Jusqu'ici, Hammond s'est rendu en Corée du Nord à huit reprises. Ses séjours sur place se partagent entre travail de terrain et discussions scientifiques. « Beaucoup de gens avec qui nous avons collaboré ont passé toute leur carrière à travailler sur le volcan, dit-il. C'est une véritable collaboration, au sens où nous apprenons tous les uns des autres. »

L'étude publiée vendredi ne résoudra pas tous les mystères du mont Paektu. Elle révèle l'existence d'une énorme masse de magma qui a fondu sur la croûte environnante de manière plus complexe que prévu.
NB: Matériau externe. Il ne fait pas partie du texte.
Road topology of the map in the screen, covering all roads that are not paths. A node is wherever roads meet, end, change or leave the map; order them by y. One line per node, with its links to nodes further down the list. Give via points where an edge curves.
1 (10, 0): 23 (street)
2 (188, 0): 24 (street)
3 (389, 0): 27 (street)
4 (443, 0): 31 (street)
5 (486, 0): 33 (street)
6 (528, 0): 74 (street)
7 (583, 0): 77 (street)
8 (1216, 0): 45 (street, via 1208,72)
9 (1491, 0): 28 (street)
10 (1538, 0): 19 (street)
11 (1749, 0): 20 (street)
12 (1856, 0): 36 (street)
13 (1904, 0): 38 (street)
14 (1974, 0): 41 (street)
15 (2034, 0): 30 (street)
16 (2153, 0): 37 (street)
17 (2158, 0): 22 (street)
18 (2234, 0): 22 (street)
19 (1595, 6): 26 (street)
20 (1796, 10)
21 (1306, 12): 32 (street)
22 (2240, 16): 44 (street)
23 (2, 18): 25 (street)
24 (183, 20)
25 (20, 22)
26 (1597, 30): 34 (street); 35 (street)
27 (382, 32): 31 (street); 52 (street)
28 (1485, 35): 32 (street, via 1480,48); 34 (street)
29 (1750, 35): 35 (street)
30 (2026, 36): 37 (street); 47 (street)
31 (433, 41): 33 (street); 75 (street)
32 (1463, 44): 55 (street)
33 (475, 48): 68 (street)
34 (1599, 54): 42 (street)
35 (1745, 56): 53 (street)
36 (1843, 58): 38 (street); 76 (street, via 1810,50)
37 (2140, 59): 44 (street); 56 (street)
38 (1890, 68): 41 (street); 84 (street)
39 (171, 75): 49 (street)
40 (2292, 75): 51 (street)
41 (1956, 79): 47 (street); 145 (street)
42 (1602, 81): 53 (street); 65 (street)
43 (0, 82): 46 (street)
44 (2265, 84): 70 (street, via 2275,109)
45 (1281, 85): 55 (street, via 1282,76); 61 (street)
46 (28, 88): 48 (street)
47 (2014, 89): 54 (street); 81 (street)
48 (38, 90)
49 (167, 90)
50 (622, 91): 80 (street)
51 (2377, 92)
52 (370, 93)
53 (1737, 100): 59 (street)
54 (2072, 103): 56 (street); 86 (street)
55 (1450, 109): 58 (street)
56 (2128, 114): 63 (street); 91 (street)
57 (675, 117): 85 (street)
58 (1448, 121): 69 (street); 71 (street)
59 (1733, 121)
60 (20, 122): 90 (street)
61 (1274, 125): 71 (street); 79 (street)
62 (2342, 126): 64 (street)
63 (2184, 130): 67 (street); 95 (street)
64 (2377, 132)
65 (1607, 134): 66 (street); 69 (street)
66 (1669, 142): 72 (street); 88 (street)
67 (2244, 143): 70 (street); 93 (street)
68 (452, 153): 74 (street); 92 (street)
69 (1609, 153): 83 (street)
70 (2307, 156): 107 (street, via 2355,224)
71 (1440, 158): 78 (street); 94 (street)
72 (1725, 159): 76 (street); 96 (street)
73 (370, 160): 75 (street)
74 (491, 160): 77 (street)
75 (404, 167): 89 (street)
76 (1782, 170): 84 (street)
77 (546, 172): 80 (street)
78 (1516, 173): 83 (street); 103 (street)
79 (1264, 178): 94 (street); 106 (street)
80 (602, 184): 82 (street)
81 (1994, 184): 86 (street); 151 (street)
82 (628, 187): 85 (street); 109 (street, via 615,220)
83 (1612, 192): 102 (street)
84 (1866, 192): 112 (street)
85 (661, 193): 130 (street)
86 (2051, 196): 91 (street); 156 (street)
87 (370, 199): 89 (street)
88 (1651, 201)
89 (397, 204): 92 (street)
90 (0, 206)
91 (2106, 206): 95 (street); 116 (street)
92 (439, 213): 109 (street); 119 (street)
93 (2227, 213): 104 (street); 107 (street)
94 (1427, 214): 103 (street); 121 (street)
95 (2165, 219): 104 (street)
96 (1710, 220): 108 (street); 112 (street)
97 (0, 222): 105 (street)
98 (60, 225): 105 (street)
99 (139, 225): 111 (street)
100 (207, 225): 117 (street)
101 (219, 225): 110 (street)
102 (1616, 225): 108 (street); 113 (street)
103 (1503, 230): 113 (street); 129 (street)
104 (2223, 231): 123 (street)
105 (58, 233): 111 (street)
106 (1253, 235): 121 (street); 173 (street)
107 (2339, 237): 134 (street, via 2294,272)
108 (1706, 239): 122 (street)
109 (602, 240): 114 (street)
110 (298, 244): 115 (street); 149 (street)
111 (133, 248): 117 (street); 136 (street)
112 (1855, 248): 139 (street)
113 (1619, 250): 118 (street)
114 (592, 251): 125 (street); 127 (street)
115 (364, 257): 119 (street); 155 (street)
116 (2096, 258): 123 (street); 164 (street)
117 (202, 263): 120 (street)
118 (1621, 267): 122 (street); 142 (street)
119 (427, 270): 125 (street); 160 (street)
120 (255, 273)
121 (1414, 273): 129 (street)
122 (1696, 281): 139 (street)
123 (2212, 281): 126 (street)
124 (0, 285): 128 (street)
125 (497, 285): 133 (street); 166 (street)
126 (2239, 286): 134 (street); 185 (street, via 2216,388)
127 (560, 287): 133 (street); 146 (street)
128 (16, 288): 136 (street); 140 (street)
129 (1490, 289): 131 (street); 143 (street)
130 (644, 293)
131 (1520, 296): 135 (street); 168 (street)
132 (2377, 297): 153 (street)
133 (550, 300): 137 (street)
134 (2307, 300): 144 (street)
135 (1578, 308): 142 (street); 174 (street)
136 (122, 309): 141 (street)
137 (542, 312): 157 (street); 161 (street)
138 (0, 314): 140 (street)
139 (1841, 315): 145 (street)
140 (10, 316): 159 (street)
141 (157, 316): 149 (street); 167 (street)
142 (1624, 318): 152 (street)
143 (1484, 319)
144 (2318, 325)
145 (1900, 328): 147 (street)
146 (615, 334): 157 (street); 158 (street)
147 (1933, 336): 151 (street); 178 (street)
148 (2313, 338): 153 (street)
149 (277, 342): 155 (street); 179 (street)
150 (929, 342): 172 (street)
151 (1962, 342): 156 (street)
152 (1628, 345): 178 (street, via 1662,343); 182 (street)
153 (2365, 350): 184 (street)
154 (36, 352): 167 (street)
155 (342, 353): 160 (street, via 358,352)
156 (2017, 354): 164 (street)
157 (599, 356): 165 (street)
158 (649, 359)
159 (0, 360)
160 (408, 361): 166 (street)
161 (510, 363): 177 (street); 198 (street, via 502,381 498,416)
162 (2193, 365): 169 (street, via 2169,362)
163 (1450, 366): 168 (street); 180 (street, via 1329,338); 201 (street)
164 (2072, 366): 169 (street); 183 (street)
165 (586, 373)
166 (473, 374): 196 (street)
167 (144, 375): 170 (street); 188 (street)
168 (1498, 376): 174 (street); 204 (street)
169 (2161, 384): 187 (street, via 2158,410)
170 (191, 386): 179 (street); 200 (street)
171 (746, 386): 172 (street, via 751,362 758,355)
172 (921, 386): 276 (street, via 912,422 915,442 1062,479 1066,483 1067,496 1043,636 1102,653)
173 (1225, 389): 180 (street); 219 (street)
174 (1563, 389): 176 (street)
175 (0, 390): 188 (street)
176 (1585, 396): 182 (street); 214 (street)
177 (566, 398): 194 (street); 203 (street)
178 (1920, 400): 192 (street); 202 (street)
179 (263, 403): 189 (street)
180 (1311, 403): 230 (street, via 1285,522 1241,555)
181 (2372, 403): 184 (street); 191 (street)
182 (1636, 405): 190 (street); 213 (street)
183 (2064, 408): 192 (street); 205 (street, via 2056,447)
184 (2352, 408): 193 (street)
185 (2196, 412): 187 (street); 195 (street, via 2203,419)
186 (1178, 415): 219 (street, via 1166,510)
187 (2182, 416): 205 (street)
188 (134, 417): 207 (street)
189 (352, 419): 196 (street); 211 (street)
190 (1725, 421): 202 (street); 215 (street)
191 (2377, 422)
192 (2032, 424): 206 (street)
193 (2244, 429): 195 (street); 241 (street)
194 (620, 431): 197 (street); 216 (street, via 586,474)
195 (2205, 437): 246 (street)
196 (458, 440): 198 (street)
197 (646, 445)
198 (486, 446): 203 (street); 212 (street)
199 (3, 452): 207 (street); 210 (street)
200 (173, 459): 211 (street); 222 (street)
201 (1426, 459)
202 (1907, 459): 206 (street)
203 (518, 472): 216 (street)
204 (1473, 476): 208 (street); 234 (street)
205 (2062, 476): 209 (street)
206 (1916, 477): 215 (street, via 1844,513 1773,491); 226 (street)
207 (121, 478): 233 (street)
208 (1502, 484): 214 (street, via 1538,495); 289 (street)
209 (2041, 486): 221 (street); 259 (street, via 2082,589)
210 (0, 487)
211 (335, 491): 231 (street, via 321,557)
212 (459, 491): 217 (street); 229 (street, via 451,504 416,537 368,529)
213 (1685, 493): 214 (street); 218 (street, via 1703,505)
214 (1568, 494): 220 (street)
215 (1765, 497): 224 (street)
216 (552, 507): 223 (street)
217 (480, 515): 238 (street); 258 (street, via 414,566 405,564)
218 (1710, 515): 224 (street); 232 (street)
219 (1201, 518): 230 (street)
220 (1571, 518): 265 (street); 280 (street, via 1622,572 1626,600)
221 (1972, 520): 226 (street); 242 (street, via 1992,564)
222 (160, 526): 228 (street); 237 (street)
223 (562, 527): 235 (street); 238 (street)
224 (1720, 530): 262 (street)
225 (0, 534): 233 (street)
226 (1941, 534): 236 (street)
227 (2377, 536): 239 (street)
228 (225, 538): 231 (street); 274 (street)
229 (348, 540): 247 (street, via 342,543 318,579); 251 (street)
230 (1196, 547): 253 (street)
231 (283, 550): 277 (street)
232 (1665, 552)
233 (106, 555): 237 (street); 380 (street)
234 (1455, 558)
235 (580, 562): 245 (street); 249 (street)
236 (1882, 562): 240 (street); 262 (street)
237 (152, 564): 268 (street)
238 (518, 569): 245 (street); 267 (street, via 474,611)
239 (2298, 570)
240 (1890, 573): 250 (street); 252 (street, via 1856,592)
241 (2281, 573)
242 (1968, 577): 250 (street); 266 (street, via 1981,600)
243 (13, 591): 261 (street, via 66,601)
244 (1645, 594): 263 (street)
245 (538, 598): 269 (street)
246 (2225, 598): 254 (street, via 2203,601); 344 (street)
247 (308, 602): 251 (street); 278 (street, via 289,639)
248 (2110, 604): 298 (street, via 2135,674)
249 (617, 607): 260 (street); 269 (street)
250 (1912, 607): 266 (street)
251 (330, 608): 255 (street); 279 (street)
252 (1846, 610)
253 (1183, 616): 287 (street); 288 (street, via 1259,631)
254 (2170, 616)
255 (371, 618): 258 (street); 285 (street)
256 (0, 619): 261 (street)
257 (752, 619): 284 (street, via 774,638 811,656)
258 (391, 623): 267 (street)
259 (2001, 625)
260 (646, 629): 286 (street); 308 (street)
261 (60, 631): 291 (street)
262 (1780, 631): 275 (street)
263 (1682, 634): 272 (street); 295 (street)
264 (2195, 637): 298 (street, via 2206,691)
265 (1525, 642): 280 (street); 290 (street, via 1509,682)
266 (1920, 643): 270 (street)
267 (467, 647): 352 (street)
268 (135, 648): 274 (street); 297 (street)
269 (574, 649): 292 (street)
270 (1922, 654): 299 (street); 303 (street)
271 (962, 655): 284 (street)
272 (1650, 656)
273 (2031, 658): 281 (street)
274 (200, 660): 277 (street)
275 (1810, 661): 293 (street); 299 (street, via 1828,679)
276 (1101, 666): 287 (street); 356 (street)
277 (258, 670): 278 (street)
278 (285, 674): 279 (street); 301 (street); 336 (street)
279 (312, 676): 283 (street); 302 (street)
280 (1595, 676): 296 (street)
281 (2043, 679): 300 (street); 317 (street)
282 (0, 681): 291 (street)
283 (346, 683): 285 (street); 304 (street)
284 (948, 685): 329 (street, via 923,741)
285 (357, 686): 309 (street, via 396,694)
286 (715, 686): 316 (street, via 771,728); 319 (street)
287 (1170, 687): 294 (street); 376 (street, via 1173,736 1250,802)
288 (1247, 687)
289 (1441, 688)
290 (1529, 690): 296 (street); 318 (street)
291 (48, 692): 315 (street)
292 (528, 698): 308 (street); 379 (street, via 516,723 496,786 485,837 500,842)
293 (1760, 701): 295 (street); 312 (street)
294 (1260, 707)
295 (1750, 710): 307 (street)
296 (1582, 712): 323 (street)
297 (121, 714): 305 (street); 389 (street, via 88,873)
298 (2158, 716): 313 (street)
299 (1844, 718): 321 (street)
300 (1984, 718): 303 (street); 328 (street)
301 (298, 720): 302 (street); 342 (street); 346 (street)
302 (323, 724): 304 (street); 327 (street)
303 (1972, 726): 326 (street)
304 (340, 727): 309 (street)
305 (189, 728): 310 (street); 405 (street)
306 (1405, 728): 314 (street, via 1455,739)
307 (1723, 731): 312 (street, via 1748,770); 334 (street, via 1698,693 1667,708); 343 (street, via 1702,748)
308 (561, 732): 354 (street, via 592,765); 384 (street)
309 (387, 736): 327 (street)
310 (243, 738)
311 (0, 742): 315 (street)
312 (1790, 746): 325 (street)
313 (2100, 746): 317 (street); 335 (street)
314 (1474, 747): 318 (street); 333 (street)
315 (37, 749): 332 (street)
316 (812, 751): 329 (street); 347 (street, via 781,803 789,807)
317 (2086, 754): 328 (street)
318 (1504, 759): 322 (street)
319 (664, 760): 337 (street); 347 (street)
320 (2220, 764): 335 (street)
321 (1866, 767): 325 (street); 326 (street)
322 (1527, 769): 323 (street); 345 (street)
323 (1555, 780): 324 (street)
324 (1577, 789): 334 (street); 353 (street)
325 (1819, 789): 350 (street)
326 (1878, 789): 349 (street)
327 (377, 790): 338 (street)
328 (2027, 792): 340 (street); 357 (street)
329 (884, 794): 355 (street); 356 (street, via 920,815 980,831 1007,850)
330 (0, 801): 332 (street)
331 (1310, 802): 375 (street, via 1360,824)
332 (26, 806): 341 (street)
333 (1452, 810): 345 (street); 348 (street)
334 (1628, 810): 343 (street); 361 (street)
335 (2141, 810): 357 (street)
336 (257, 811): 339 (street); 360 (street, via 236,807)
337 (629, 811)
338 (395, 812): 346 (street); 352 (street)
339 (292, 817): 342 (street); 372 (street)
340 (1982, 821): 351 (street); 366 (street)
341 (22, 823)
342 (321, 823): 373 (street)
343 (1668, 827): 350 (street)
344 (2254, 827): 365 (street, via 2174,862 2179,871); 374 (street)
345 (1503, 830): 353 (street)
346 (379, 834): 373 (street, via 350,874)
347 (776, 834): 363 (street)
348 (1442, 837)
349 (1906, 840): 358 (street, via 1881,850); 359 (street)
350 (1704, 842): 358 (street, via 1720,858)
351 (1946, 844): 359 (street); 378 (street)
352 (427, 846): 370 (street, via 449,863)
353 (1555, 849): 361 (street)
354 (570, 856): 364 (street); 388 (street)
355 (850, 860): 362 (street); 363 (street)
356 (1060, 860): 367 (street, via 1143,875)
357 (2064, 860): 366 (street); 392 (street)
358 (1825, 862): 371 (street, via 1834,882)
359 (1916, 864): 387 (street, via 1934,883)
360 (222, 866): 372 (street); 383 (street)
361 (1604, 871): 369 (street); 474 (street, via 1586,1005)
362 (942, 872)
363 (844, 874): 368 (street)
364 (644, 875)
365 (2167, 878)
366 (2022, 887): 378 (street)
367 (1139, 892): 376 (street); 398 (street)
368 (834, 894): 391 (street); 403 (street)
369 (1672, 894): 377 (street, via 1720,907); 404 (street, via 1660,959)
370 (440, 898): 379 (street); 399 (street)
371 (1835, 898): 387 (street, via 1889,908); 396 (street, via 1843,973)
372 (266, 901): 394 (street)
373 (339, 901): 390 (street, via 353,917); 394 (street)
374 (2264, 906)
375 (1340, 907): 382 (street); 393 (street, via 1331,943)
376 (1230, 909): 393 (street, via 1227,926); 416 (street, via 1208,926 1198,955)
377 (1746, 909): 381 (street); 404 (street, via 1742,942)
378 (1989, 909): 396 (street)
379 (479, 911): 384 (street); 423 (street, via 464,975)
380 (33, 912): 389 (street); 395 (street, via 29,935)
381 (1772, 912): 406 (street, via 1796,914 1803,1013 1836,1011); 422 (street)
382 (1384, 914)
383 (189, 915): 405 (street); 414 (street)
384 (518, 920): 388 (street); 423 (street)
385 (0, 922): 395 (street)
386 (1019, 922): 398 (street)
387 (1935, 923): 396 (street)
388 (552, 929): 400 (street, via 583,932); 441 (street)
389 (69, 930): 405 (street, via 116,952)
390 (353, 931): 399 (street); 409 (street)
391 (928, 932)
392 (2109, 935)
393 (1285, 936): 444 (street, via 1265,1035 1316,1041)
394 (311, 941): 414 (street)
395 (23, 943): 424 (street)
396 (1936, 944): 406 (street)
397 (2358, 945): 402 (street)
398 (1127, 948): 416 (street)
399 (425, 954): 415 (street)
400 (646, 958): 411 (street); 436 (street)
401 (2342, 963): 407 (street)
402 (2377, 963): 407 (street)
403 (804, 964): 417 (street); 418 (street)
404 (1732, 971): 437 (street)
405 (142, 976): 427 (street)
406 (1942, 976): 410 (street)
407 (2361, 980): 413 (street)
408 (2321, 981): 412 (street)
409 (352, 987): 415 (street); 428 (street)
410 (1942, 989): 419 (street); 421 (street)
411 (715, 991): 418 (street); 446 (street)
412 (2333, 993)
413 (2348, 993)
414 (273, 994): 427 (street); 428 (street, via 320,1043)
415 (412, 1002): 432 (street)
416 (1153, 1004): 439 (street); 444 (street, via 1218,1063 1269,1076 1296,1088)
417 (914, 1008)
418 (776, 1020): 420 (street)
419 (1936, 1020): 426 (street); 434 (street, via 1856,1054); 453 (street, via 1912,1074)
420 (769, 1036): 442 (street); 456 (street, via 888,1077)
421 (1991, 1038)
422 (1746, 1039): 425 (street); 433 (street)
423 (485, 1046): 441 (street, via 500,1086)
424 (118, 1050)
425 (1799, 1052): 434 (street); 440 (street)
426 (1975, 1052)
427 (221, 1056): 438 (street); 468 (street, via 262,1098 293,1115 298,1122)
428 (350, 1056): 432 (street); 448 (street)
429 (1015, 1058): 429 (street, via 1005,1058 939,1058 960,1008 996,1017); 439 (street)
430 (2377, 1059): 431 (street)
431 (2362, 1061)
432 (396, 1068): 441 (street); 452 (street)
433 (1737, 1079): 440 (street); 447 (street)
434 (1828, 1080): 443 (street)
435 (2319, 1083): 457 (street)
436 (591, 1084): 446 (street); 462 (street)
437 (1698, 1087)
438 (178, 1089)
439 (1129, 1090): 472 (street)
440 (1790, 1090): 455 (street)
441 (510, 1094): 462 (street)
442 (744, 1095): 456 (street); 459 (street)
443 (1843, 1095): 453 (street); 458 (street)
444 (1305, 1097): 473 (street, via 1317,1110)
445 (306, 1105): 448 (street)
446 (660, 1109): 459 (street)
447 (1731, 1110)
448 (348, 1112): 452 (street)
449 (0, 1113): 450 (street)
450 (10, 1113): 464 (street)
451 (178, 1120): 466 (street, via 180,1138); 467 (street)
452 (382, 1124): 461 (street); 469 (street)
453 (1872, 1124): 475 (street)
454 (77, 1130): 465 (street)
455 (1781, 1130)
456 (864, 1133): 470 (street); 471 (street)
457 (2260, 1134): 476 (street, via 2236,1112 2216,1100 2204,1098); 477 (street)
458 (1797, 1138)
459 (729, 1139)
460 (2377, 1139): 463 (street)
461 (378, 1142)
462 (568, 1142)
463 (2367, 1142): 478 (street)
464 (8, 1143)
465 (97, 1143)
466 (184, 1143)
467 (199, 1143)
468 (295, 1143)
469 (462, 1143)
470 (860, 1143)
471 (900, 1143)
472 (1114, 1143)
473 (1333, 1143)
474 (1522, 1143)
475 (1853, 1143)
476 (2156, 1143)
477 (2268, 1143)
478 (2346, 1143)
Mais ces travaux étaient un premier pas nécessaire pour comprendre le risque que présente le volcan, et c'était aussi un succès diplomatique considérable, note Hammond.

Il attribue le succès de ce projet (qui dispose de fonds pour les cinq prochaines années, au minimum) à sa dimension apolitique, ainsi qu'à l'intérêt commun des deux groupes pour certaines questions d'ordre scientifique. Maintenant qu'un lien de confiance a été établi, l'équipe espère pouvoir mettre en place des études « plus ambitieuses » au mont Paektu à l'avenir, dit-il.

Il sera de retour à Pyongyang dès cette semaine.